One result of the division is the relatively low level of union membership, probably around 20-25 per cent of the labour force. But the unions can often get support from non-unionised workers for specific actions like one-day stoppages. The French unions receive financial subsidies from the state.
It is a tradition of French trade unionism going back to the first years of the century that the unions are not affiliated to political parties, and that parties do not organise politically in the unions.
For example, Georges Seguy, general secretary of the CGT, was recently widely attacked for publicly calling for electoral support for the Communist Party, even though he made clear that he was not doing so in his official union capacity.

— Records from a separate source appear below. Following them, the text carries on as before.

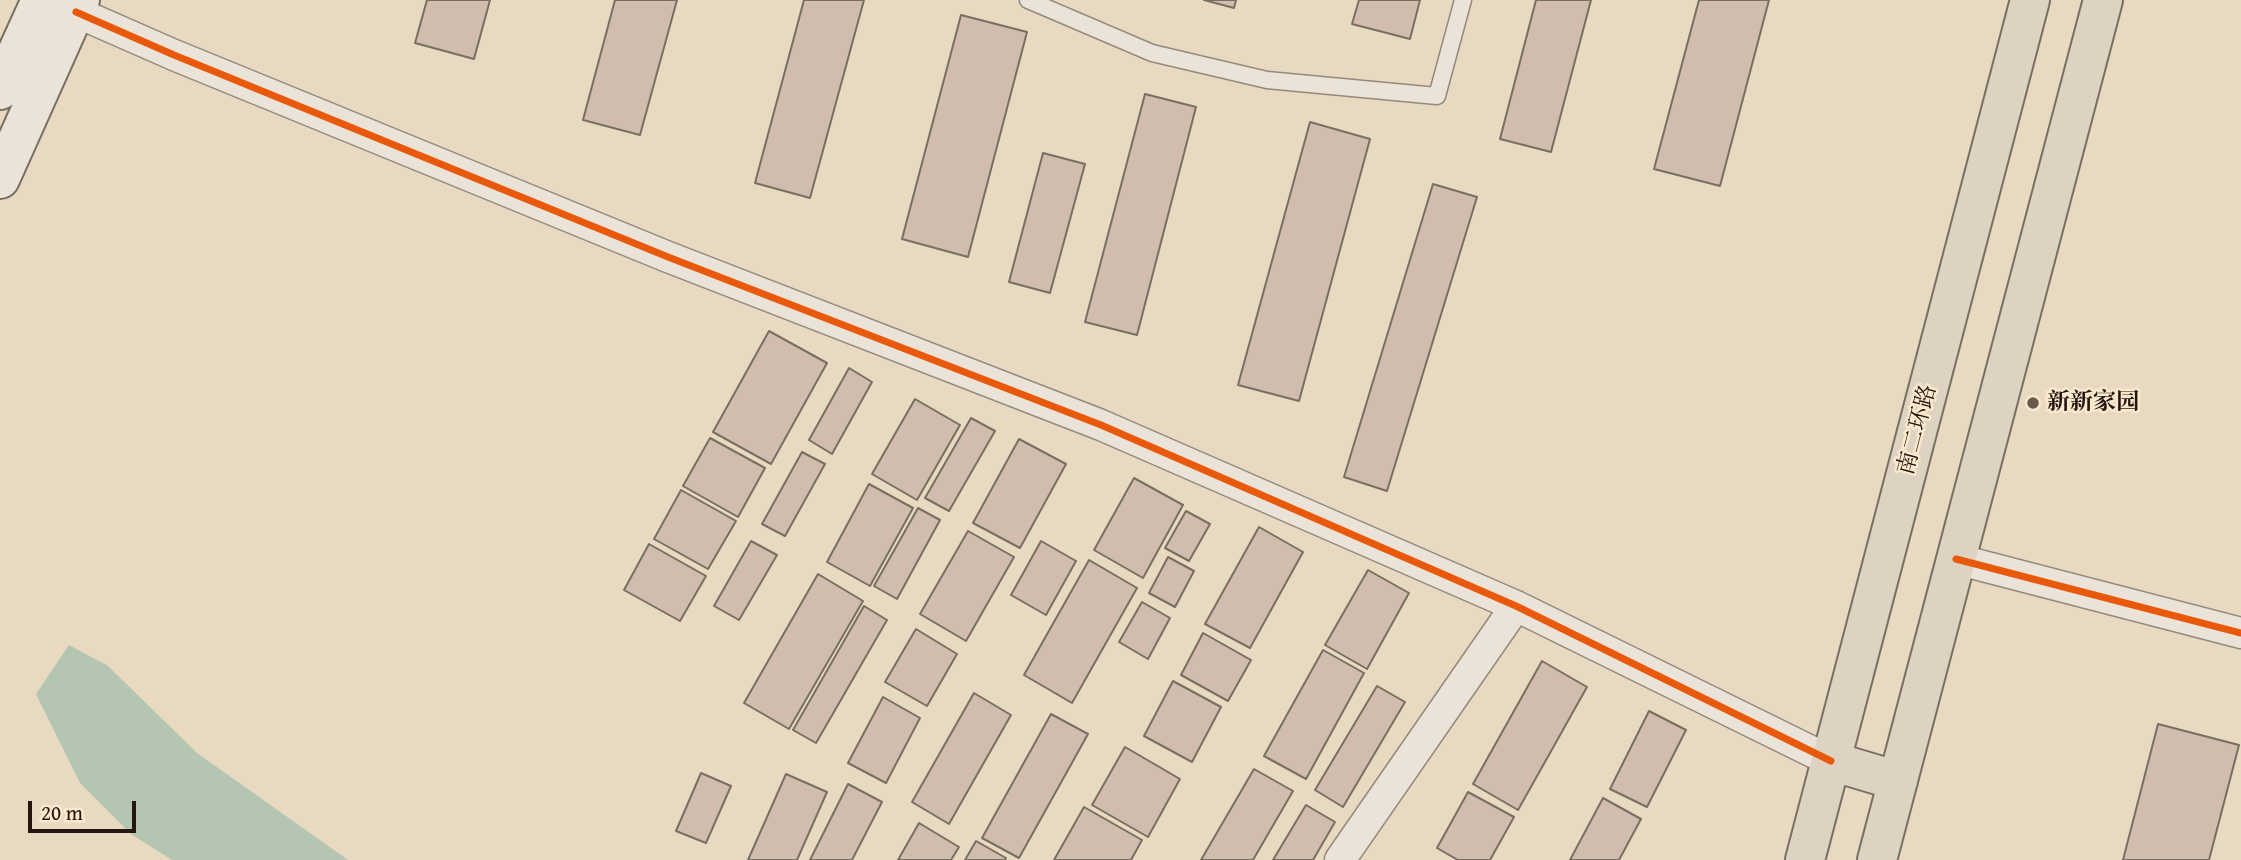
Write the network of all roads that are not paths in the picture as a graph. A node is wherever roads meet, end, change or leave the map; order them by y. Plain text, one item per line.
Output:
1 (1028, 0) edge
2 (1462, 0) edge
3 (2030, 0) edge
4 (2102, 0) edge
5 (66, 4) edge
6 (0, 90) edge
7 (0, 179) edge
8 (1956, 559) junction
9 (1516, 606) junction
10 (2241, 633) edge
11 (1831, 761) junction
12 (1898, 782) junction
13 (1340, 860) edge
14 (1805, 860) edge
15 (1877, 860) edge

1 - 2 lane
3 - 11 main road, 南二环路
4 - 8 main road
5 - 6 main road
5 - 7 main road
5 - 9 street
8 - 10 street
8 - 12 main road
9 - 11 street
9 - 13 street
11 - 12 main road
11 - 14 main road, 南二环路
12 - 15 main road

This apolitical attitude has two sides to it. On the one hand, the absence of formal ties means that the ‘don’t rock the boat’ attitude of Labour Party trade unionists is less widespread. It will be far easier to argue that the unions should stay independent of the state.

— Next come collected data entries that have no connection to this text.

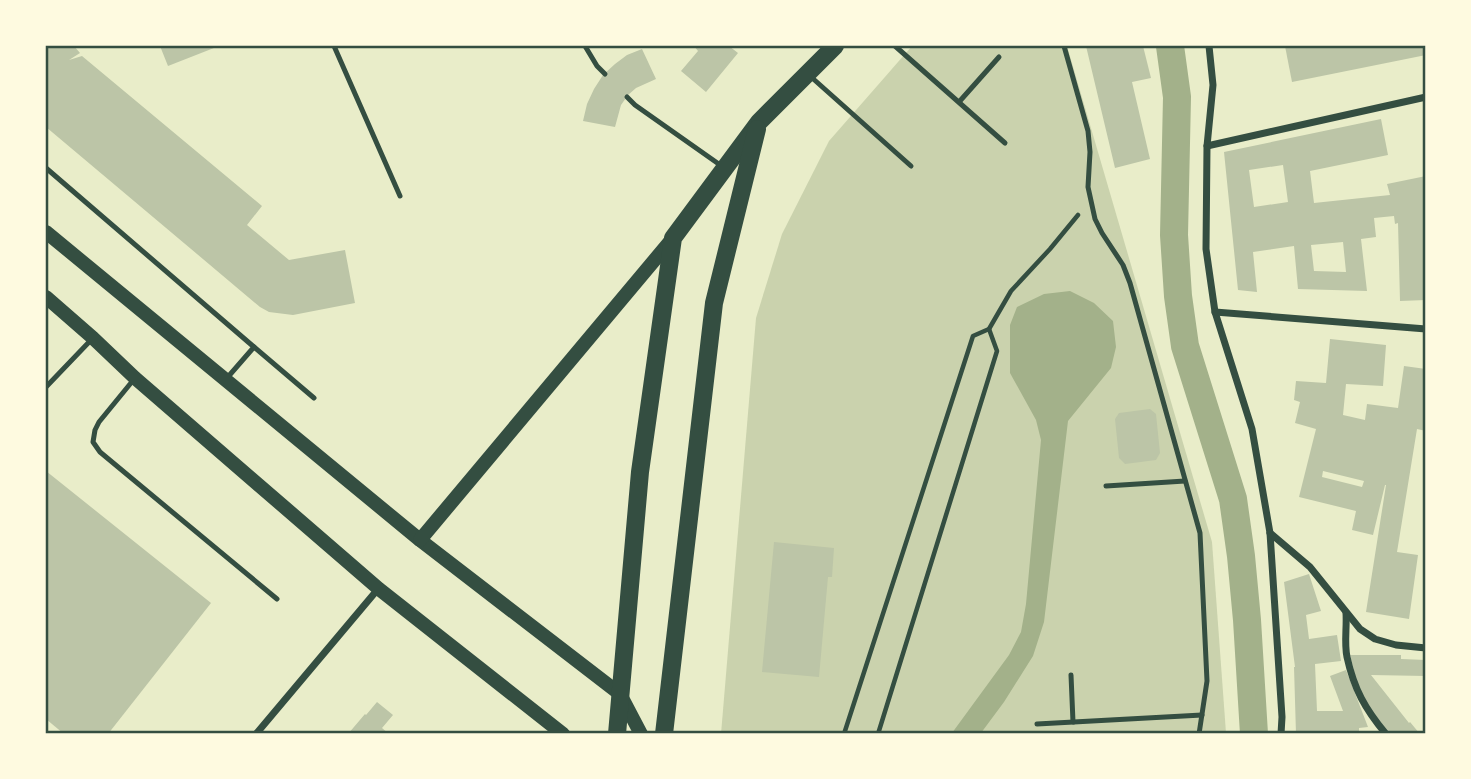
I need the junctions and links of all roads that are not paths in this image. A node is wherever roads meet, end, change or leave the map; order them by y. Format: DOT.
graph roads {
  1 [pos="334,46"];
  2 [pos="585,46"];
  3 [pos="835,46"];
  4 [pos="895,46"];
  5 [pos="1064,46"];
  6 [pos="1209,46"];
  7 [pos="999,57"];
  8 [pos="605,74"];
  9 [pos="807,74"];
  10 [pos="627,97"];
  11 [pos="1426,97"];
  12 [pos="959,102"];
  13 [pos="759,122"];
  14 [pos="1005,143"];
  15 [pos="1208,146"];
  16 [pos="911,166"];
  17 [pos="725,168"];
  18 [pos="46,169"];
  19 [pos="400,196"];
  20 [pos="46,232"];
  21 [pos="673,238"];
  22 [pos="46,297"];
  23 [pos="1215,312"];
  24 [pos="1426,329"];
  25 [pos="93,338"];
  26 [pos="254,347"];
  27 [pos="135,378"];
  28 [pos="225,380"];
  29 [pos="46,387"];
  30 [pos="314,398"];
  31 [pos="1185,481"];
  32 [pos="1106,486"];
  33 [pos="1270,533"];
  34 [pos="420,540"];
  35 [pos="379,589"];
  36 [pos="277,599"];
  37 [pos="1346,612"];
  38 [pos="1426,648"];
  39 [pos="1071,675"];
  40 [pos="620,694"];
  41 [pos="1202,715"];
  42 [pos="1073,722"];
  43 [pos="1037,724"];
  44 [pos="256,733"];
  45 [pos="563,733"];
  46 [pos="617,733"];
  47 [pos="641,733"];
  48 [pos="664,733"];
  49 [pos="1199,733"];
  50 [pos="1281,733"];
  51 [pos="1386,733"];
  1 -- 19 [label="lane"];
  2 -- 8 [label="lane"];
  3 -- 9 [label="main road"];
  4 -- 12 [label="lane"];
  5 -- 31 [label="lane"];
  6 -- 15 [label="street"];
  7 -- 12 [label="lane"];
  9 -- 13 [label="main road"];
  9 -- 16 [label="lane"];
  10 -- 17 [label="lane"];
  11 -- 15 [label="street"];
  12 -- 14 [label="lane"];
  13 -- 17 [label="main road"];
  13 -- 48 [label="main road"];
  15 -- 23 [label="street"];
  17 -- 21 [label="main road"];
  18 -- 26 [label="lane"];
  20 -- 28 [label="main road"];
  21 -- 34 [label="main road"];
  21 -- 40 [label="main road"];
  22 -- 25 [label="main road"];
  23 -- 24 [label="street"];
  23 -- 33 [label="street"];
  25 -- 27 [label="main road"];
  25 -- 29 [label="lane"];
  26 -- 28 [label="lane"];
  26 -- 30 [label="lane"];
  27 -- 35 [label="main road"];
  27 -- 36 [label="lane"];
  28 -- 34 [label="main road"];
  31 -- 32 [label="lane"];
  31 -- 41 [label="lane"];
  33 -- 37 [label="street"];
  33 -- 50 [label="street"];
  34 -- 40 [label="main road"];
  35 -- 44 [label="street"];
  35 -- 45 [label="main road"];
  37 -- 38 [label="street"];
  37 -- 51 [label="street"];
  39 -- 42 [label="lane"];
  40 -- 46 [label="main road"];
  40 -- 47 [label="main road"];
  41 -- 42 [label="lane"];
  41 -- 49 [label="lane"];
  42 -- 43 [label="lane"];
}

Yet at the same time the apolitical status of the unions is used time and again by the bureaucrats to ban any attempt at the organisation of political tendencies inside the unions, making the task of revolutionaries, and even of militants seeking some form of rank and file organisation far harder.
The CGT remains the largest federation, with probably over two million members, and its main strength in the traditional sectors of French, industry. Since the end of World War Two it has been under the effective political control of the French Communist Party.
The internal regime has been bureaucratic to the core, and dissidents, especially members of revolutionary organisations, have been regularly expelled. This still happens today, although is some places the balance of forces is no longer favourable to the bureaucracy.
In some recent factory elections, the CGT has been losing ground to the CFDT, though it still keeps its absolute predominance. The CFDT originated at the end of the First World War as a Catholic union, but since 1964 has had no formal Christian links.
In 1968 it acquired a reputation as being to the left of the CGT (largely because, being smaller, it could take up demagogic left positions without having to bear the responsibility). It has subsequently grown faster than the CGT, and now has over a million members.
While formally unpolitical, its leadership has developed close links with the Socialist Party, and the Socialists clearly see it as an important counterweight to the CP’s control of the CGT.
In the early seventies the CFDT has a reputation for being more open and democratic than the CGT, but over the last couple of years there has been a witchhunt of leftists in the union, accused of being ‘cuckoos’ in the union’s nest.
Since, the defeat of the post office strike in late 1974, both CGT and CFDT have largely played the role of restraining struggle, with the unspoken aim of stressing their responsibility and moderation in the pre-election period.
Where they do launch actions, they are generally token one-day stoppages, with no more than a publicity value – and increasingly demoralising the membership.